An easy way to solve this problem. pcosα=425cos(30)
For minimum value of $P \cos\alpha$ should be $1$.Then $\alpha=0$.
But I want to solve this problem by using calculus.
Horizontal component:
$P\cos\alpha=425\cos(30)$
Vertical component
$P\sin \alpha+425\sin(30)=R$
How can I relate these two equations for differentiation?
What you wrote is not a horizontal component, but rather a criterion for vanishing horizontal component.
An actual horizontal component is $H=P\cos\alpha-425\cos(30^\circ)$.

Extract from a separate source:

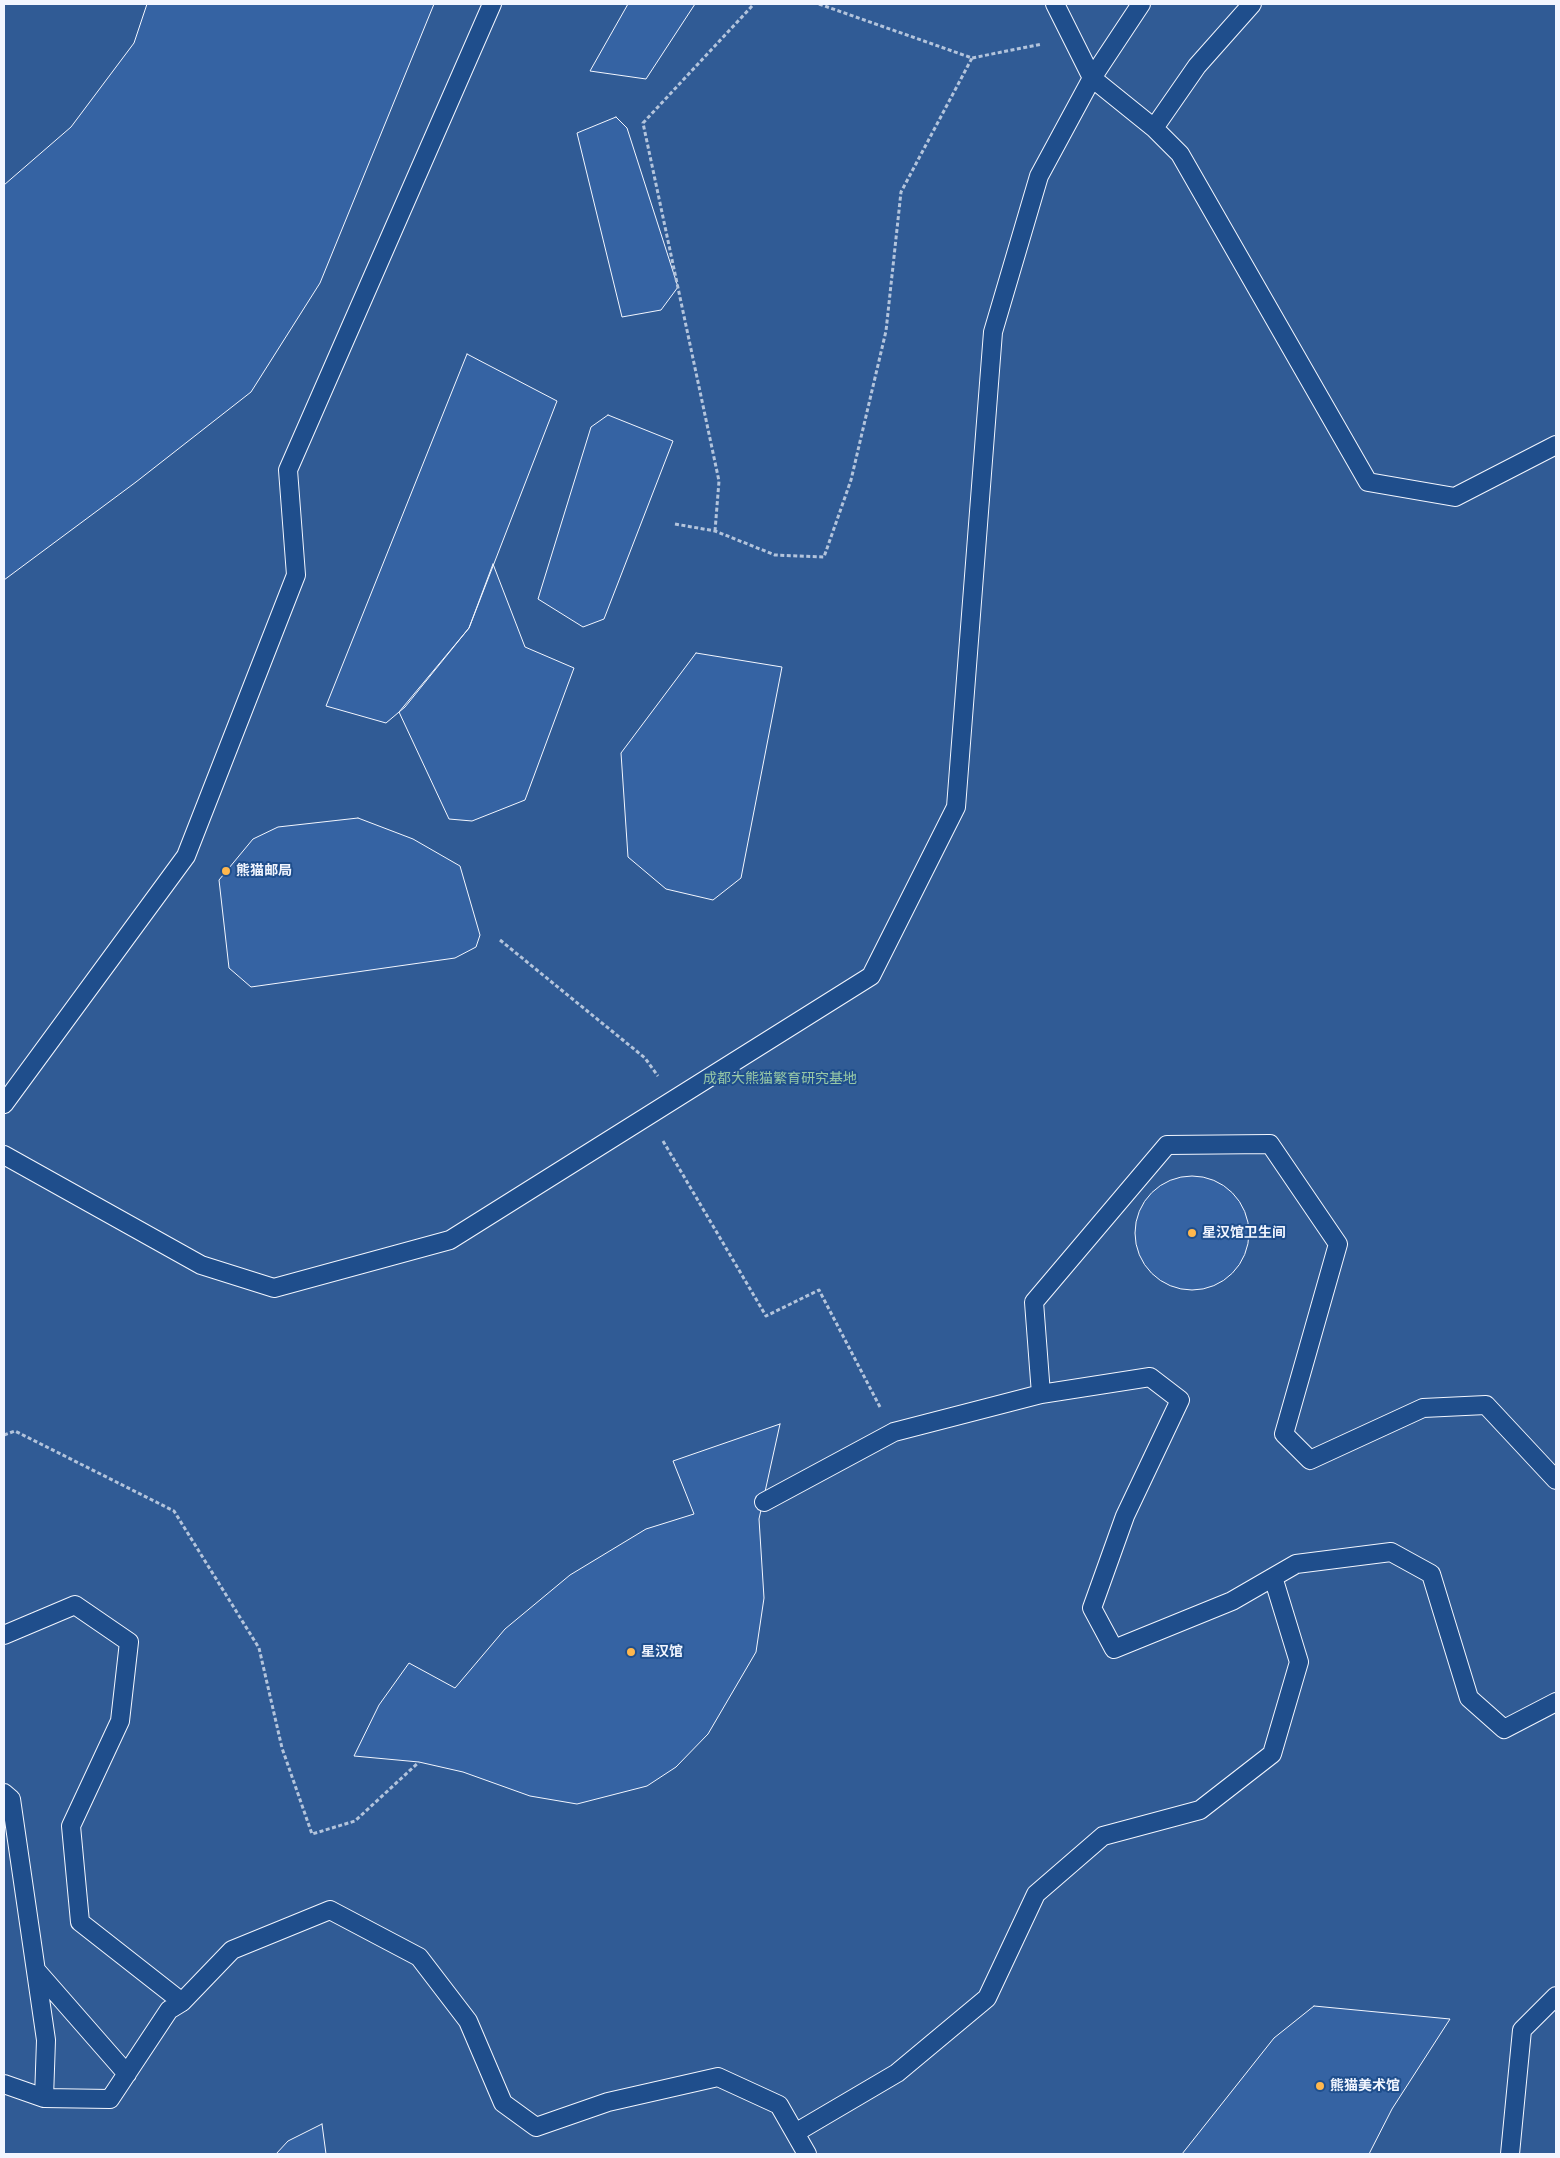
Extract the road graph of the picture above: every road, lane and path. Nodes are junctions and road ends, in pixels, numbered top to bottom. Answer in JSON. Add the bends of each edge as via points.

And you need $H=0$, which implies: $$P\cos\alpha=425\cos(30^\circ)$$
Now you can solve it for $P$ with respect to unknown variable angle: $$P=\frac{425\cos(30^\circ)}{\cos\alpha}$$
And you want to find a minimum $P$ satisfying the above requirement, hence you need to minimize the above $P(\alpha)$. Determine $\frac{dP}{d\alpha}$ and find its zero. (We already know it should be $\alpha_0=0$.)
Then check for positive second derivative $\frac{d^2P}{d\alpha^2}|_{\alpha=\alpha_0} > 0$ to make sure you actually found a minimum.